100 years ago in Spokane: Corporal punishment discredited, Chronicle says

“Is it not time for American fathers and mothers and fathers to learn it also?” asked the Chronicle editors. (Spokane Daily Chronicle archives)

The school teachers of America had learned an important lesson, and now it was time for the parents of America to learn it as well, said the Spokane Daily Chronicle.

The lesson? Corporal punishment does not work.

“Is it not time for American fathers and mothers to learn it also?” asked the Chronicle editors. “If reason, love, patience and courtesy can rule with full success in the schoolhouse, can they not rule as well in the home?”

The editorial noted that corporal punishment was nearly rooted out in the schools.

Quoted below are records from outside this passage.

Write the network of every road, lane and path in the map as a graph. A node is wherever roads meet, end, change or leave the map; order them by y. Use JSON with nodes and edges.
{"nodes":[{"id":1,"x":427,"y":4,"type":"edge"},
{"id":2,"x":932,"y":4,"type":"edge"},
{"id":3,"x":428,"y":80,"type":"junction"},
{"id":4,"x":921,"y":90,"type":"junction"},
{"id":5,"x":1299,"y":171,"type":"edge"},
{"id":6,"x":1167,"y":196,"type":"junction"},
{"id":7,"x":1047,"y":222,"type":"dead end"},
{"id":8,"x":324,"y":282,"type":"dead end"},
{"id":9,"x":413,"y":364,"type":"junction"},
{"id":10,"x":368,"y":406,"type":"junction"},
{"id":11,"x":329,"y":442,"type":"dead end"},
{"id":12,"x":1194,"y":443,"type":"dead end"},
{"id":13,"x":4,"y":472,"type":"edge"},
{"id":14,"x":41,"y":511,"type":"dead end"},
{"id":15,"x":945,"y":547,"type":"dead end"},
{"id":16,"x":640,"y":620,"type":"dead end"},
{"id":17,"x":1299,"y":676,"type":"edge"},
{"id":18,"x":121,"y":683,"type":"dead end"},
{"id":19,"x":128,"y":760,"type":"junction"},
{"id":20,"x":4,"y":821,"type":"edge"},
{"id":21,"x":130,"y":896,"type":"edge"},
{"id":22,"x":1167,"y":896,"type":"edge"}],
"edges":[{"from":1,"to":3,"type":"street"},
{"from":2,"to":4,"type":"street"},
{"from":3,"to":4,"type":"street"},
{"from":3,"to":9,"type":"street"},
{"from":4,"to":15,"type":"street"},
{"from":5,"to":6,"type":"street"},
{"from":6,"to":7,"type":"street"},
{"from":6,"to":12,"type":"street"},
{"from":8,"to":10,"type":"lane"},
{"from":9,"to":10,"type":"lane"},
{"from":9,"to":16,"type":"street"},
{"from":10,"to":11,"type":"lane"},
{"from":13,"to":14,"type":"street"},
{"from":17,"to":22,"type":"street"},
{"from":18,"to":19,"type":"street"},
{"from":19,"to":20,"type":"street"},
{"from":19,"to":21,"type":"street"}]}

“If here and there, a Squeers (a cruel Dickens teacher) is found, he is discredited and disgraced by his own folly and bad temper, and soon he and the last of his tribe will vanish from the class rooms.”

From the strike beat: Spokane’s striking construction workers were mulling a compromise offer from the city’s master builders, who offered a raise for carpenters effective May 1.

The builders, however, refused to offer a raise to laborers, calling a $6 a day wage “absolutely out of the question.”

Meanwhile, work was still halted on all major construction projects.

Contractors threatened to hire nonunion workers as replacements.

Also on this date

(From the Associated Press)

1958: The term “beatnik” was coined by San Francisco Chronicle columnist Herb Caen to refer to members of the pre-hippie counterculture; the term was inspired by the “Beat Generation” and by the Soviet launch of its second Sputnik spacecraft.